The only practical outcomes so far have been books banned from some Army libraries, websites changed, and posturing. What has been accomplished in practice? Very little: the tariffs are in Schrodinger's cat state, the expulsions are lagging far behind their targets, the Army is loosing soldiers and equipment (Hesgeth is only renaming things), the transportation secretary is more worried about biblical paintings than fixing air controllers shortages, etc. etc.

But yeah, tell me how those guys executed a "coherent" strategy wrt. foreign trade. What's the strategy again?

2 comments

> The only practical outcomes so far have been books banned from some Army libraries, websites changed, and posturing

And countless abuses by police and ICE against immigrants with legal status and court orders protecting them. Being unconstitutional or otherwise impractical doesn’t stop the abuses. While EOs might be challenged, so will have the abuse instances. The goal is not to pass everything, but to overwhelm the defenses of their targets.

First thing to say is I distinguish Trump's personal goals from those of the people in his administration. I propose Trump's primary strategy/goal in the trade conversation is simple: create massive stock market volatility on a known schedule. It's super simple, it creates billions of dollars in value for allies and insiders, and it's dirt cheap to implement - just sort of talk a little to a news network, and voila, bob's your new billionaire uncle.

Internal admin policy wonk (Or Project 2025 insiders?) type strategy there seems to be to reset and expand the tools the State department has to work with -- it's been a long time since the US could credibly threaten war, for instance. That just doesn't sit right with some hawks.

Canadians took semi-seriously 51st state talks, enough that there are boycotts of American goods in Canada. Denmark took fairly seriously Greenland. Both of these took all of a day or two of talking to the media to get done, and in Canada at least will be grist for the mill in trade deals - having a crazy like a fox type throwing around random threats gives State some leeway.
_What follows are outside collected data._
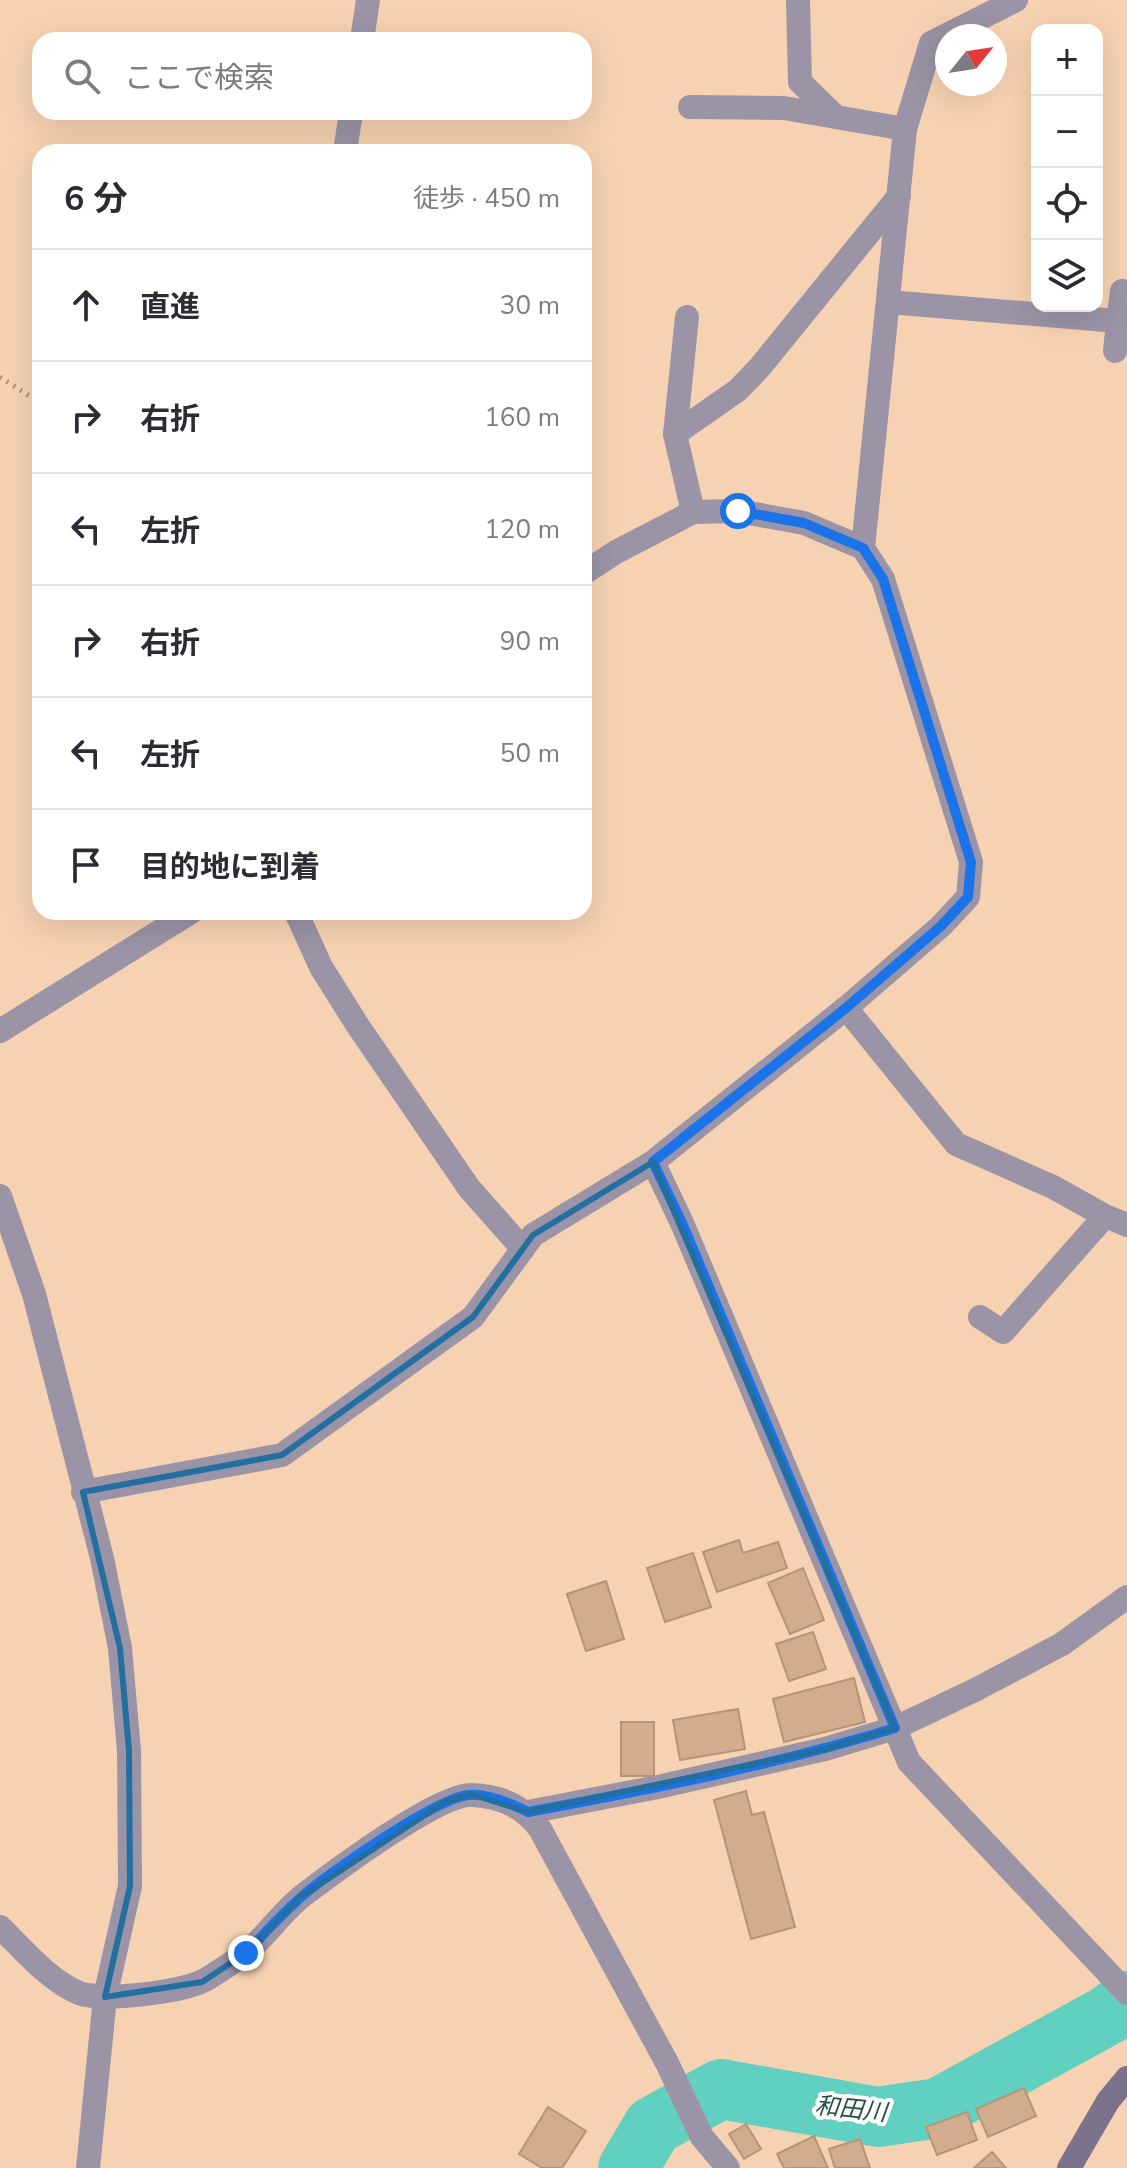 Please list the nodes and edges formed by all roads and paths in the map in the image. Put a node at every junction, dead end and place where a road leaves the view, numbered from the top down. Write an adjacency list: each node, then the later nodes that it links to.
1 (368, 0): 4 (street)
2 (798, 0): 6 (street)
3 (1016, 0): 8 (street)
4 (363, 32)
5 (690, 107): 6 (street)
6 (836, 117): 8 (street)
7 (350, 120): 9 (street)
8 (905, 129): 10 (street)
9 (346, 144)
10 (899, 196): 12 (street); 18 (street)
11 (1122, 291): 14 (street)
12 (888, 302): 14 (street); 20 (street)
13 (687, 317): 18 (street)
14 (1118, 321): 15 (street)
15 (1115, 351)
16 (0, 377): 17 (path)
17 (32, 398)
18 (675, 434): 19 (street)
19 (693, 512): 20 (street); 21 (street)
20 (863, 548): 24 (street)
21 (592, 568)
22 (178, 920): 25 (street)
23 (300, 920): 29 (street)
24 (846, 1008): 26 (street); 28 (street)
25 (0, 1031)
26 (653, 1162): 29 (street); 33 (street)
27 (0, 1196): 31 (street)
28 (1116, 1221): 30 (street)
29 (523, 1249): 31 (street)
30 (980, 1317)
31 (83, 1492): 37 (street)
32 (1127, 1597): 33 (street)
33 (895, 1728): 34 (street); 36 (street)
34 (528, 1812): 37 (street); 40 (street)
35 (0, 1927): 37 (street)
36 (1125, 1991)
37 (105, 1997): 39 (street)
38 (1127, 2078): 41 (main road)
39 (88, 2168)
40 (728, 2168)
41 (1069, 2168) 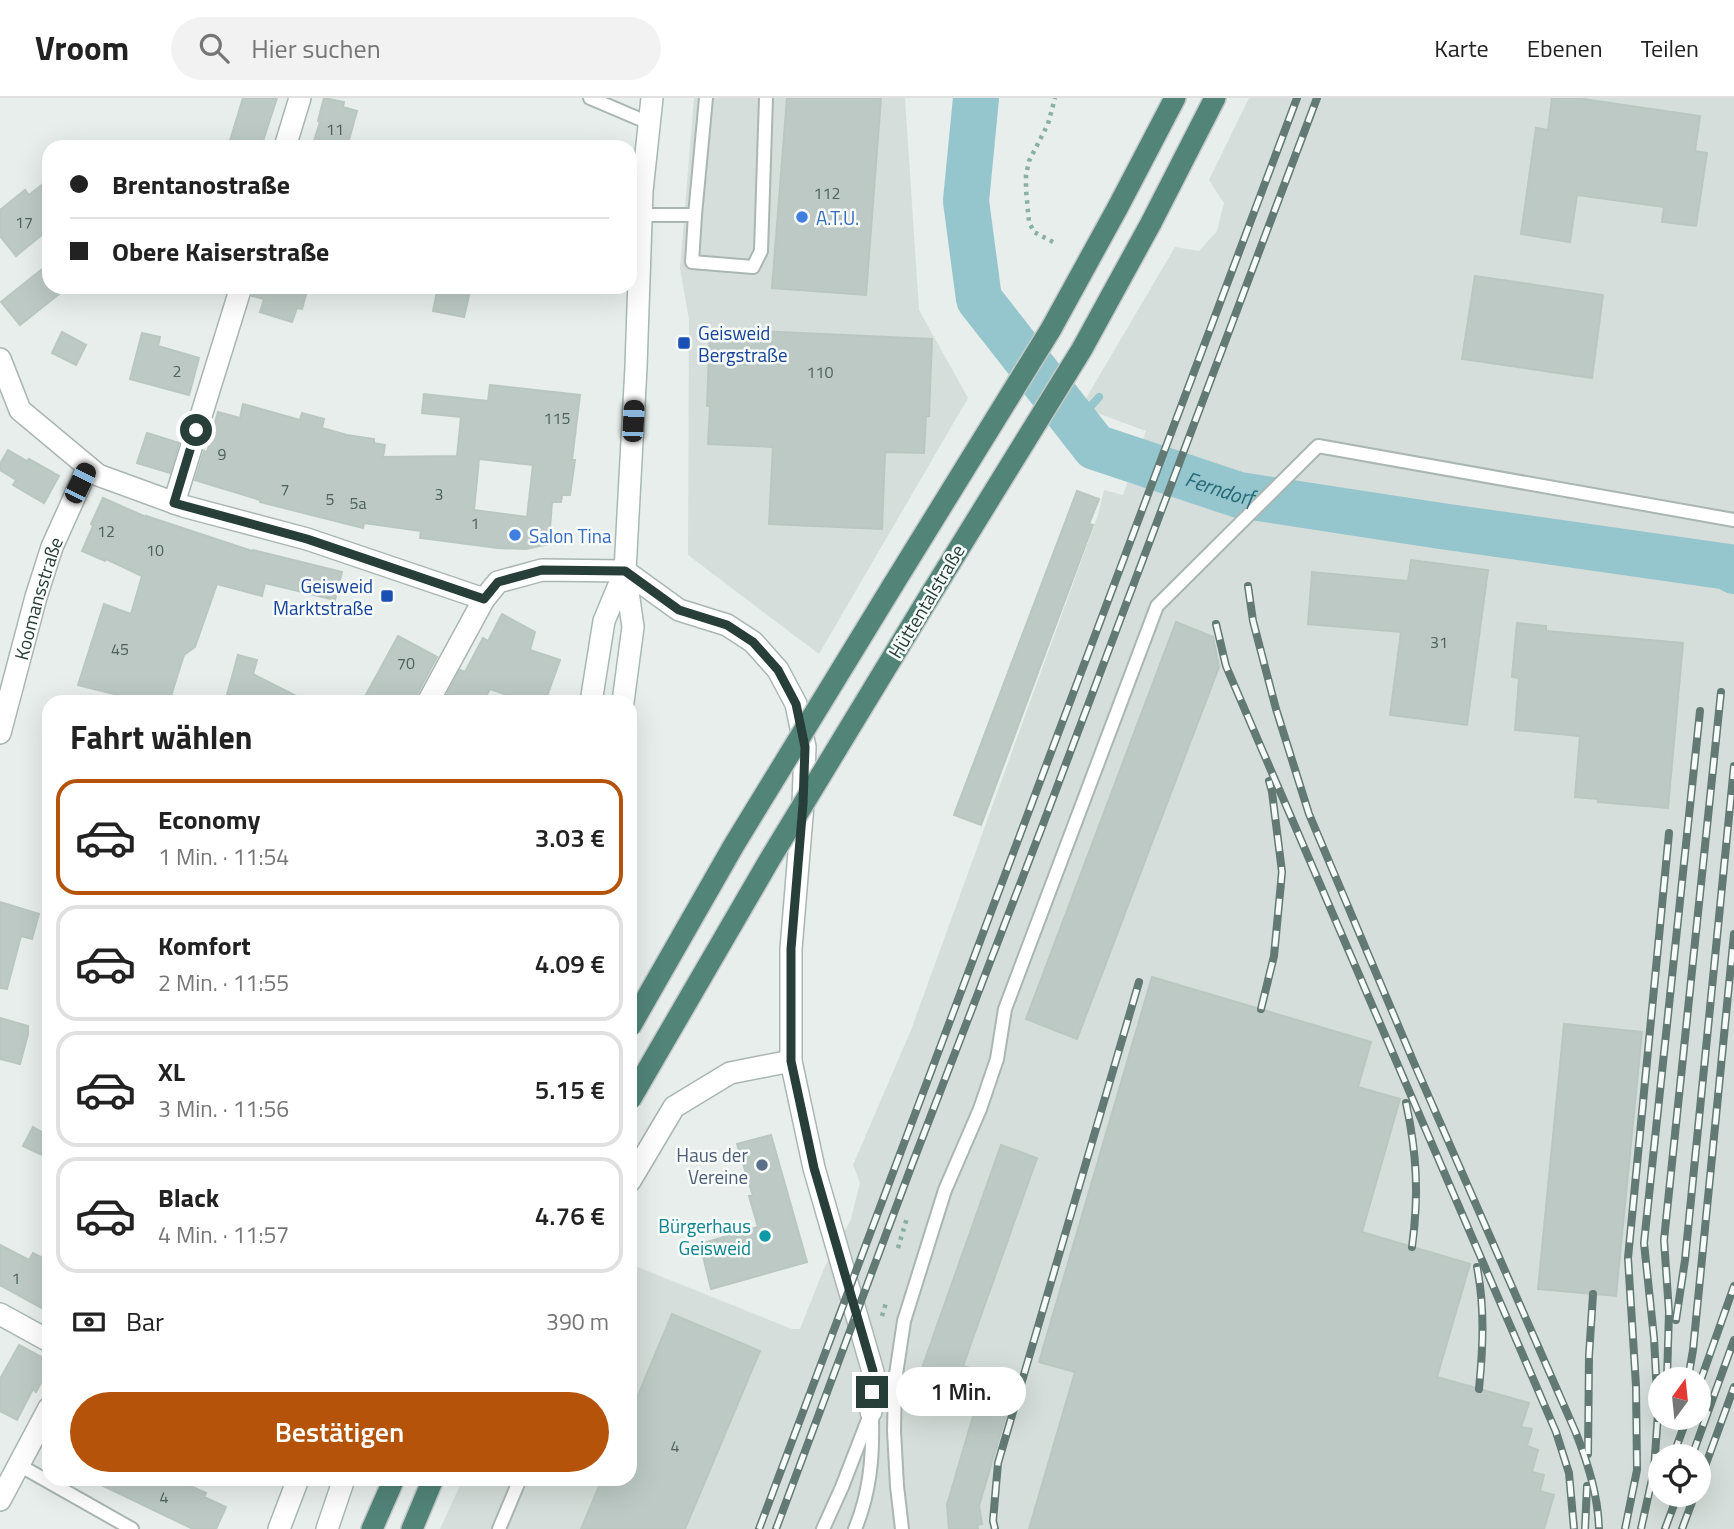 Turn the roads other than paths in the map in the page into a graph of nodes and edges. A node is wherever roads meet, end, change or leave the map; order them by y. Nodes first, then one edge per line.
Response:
1 (300, 98) edge
2 (590, 98) edge
3 (652, 98) edge
4 (706, 98) edge
5 (766, 98) edge
6 (1175, 98) edge
7 (1215, 98) edge
8 (649, 123) junction
9 (287, 140) edge
10 (641, 215) junction
11 (695, 215) junction
12 (238, 294) edge
13 (0, 359) edge
14 (88, 467) junction
15 (174, 503) junction
16 (1734, 520) edge
17 (625, 571) junction
18 (484, 599) junction
19 (432, 695) edge
20 (592, 695) edge
21 (623, 695) edge
22 (0, 733) edge
23 (637, 1015) edge
24 (791, 1061) junction
25 (637, 1088) edge
26 (637, 1169) edge
27 (0, 1314) edge
28 (42, 1336) edge
29 (871, 1412) junction
30 (42, 1421) edge
31 (19, 1465) junction
32 (42, 1478) edge
33 (56, 1486) edge
34 (295, 1486) edge
35 (342, 1486) edge
36 (391, 1486) edge
37 (430, 1486) edge
38 (517, 1486) edge
39 (0, 1500) edge
40 (132, 1529) edge
41 (279, 1529) edge
42 (327, 1529) edge
43 (372, 1529) edge
44 (412, 1529) edge
45 (499, 1529) edge
46 (823, 1529) edge
47 (855, 1529) edge
48 (902, 1529) edge

1 - 9 street
2 - 8 lane
3 - 8 street
4 - 11 lane
5 - 11 lane
6 - 23 highway, Hüttentalstraße, bridge
7 - 25 highway, Hüttentalstraße, bridge
8 - 10 street
10 - 11 lane
10 - 17 street
12 - 15 street
13 - 14 street
14 - 15 street
14 - 22 street, Koomansstraße
15 - 18 street
16 - 48 lane
17 - 18 street
17 - 20 street
17 - 21 street
17 - 24 street
18 - 19 street
24 - 26 street
24 - 29 street
27 - 28 street
29 - 46 lane
29 - 47 lane
30 - 31 street
31 - 32 lane
31 - 39 street
33 - 40 lane
34 - 41 street
35 - 42 street
36 - 43 highway
37 - 44 highway
38 - 45 lane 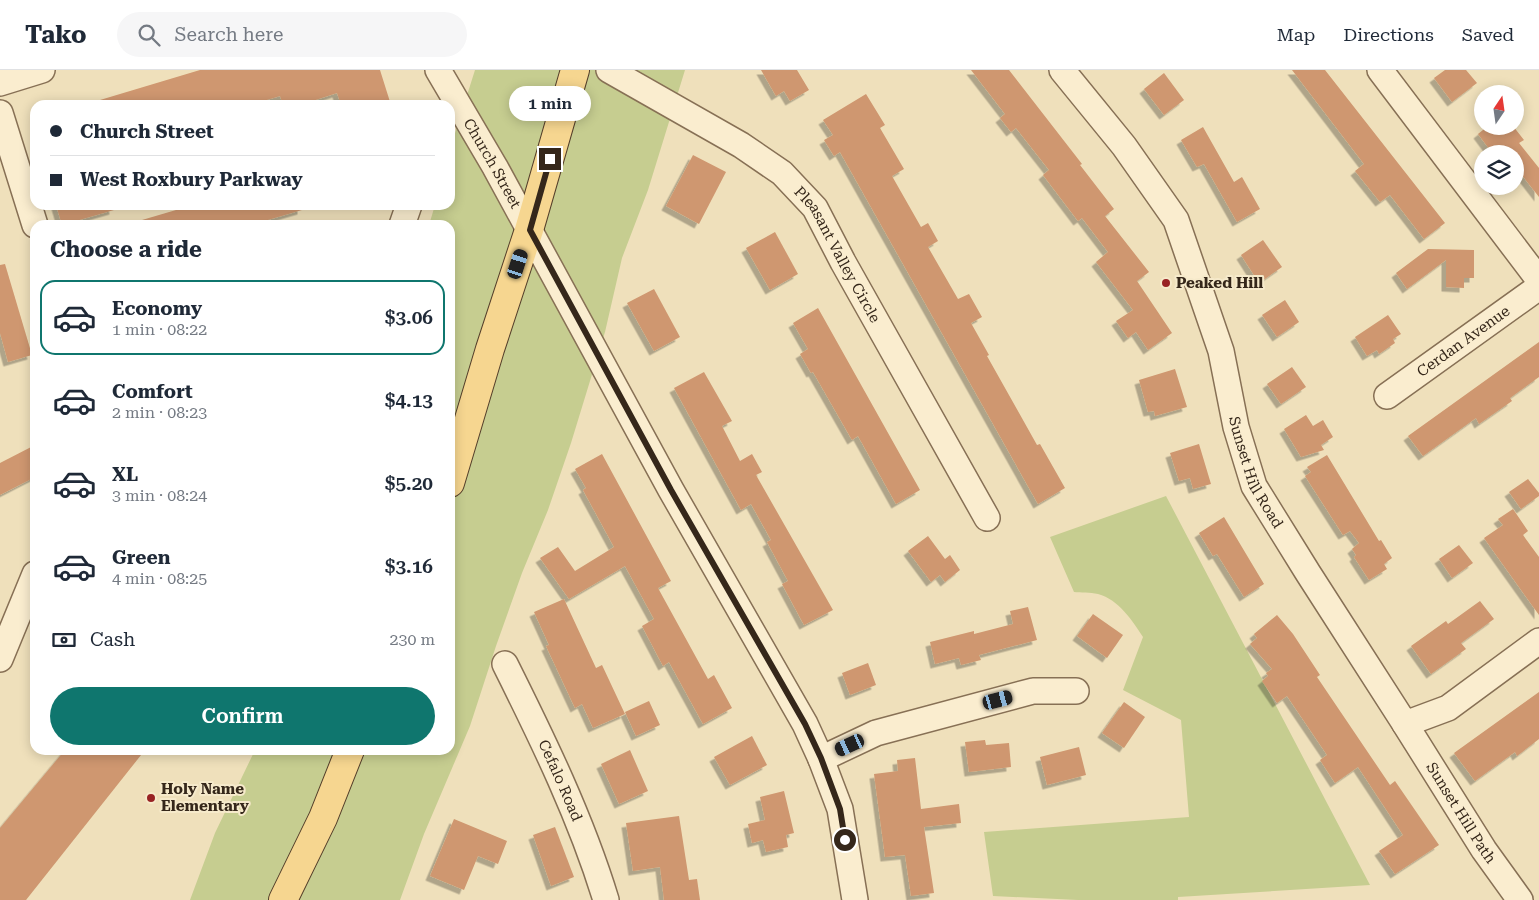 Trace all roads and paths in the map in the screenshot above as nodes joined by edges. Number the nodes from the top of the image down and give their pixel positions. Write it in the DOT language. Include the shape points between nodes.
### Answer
graph roads {
  1 [pos="42,70"];
  2 [pos="574,70"];
  3 [pos="609,70"];
  4 [pos="1062,70"];
  5 [pos="1380,70"];
  6 [pos="0,82"];
  7 [pos="443,87"];
  8 [pos="451,100"];
  9 [pos="455,105"];
  10 [pos="0,113"];
  11 [pos="30,209"];
  12 [pos="530,230"];
  13 [pos="1539,280"];
  14 [pos="1539,287"];
  15 [pos="1387,396"];
  16 [pos="455,466"];
  17 [pos="987,518"];
  18 [pos="30,584"];
  19 [pos="1539,641"];
  20 [pos="2,643"];
  21 [pos="505,664"];
  22 [pos="1076,690"];
  23 [pos="1405,724"];
  24 [pos="348,755"];
  25 [pos="821,758"];
  26 [pos="283,900"];
  27 [pos="606,900"];
  28 [pos="855,900"];
  29 [pos="1520,900"];
  1 -- 6 [label="street"];
  2 -- 12 [label="main road"];
  3 -- 17 [label="street, Pleasant Valley Circle" via="741,145 782,173 815,208"];
  4 -- 23 [label="street, Sunset Hill Road" via="1124,146 1176,220 1221,351 1236,427 1254,486"];
  5 -- 13 [label="street"];
  7 -- 8 [label="street, Church Street"];
  9 -- 12 [label="street, Church Street" via="495,167"];
  10 -- 11 [label="street"];
  12 -- 16 [label="main road"];
  12 -- 25 [label="street, Church Street"];
  14 -- 15 [label="street, Cerdan Avenue"];
  18 -- 20 [label="street"];
  19 -- 23 [label="street" via="1448,708"];
  21 -- 27 [label="street, Cefalo Road" via="552,760"];
  22 -- 25 [label="street" via="1024,693 876,733"];
  23 -- 29 [label="street, Sunset Hill Path" via="1484,850"];
  24 -- 26 [label="main road" via="323,818"];
  25 -- 28 [label="street, Church Street" via="840,809"];
}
Note that I'm not in any way condoning this strategy or saying it's perfectly (or well) executed, a good idea, or even that some or many people at the State Department like this strategy. But if you can get over blind rage on policy differences, a convicted rapist president, accepting gifts well in excess of the mandated $25 maximum, and on and on, and look at what they're saying and doing, I do think there's some coherence and execution in there.

Read those leaked signal chats -- that group is on the same page: They think the US is overpaying allies / getting a raw deal, and they want to set a clear message that they intend to change that. I think they got the message across.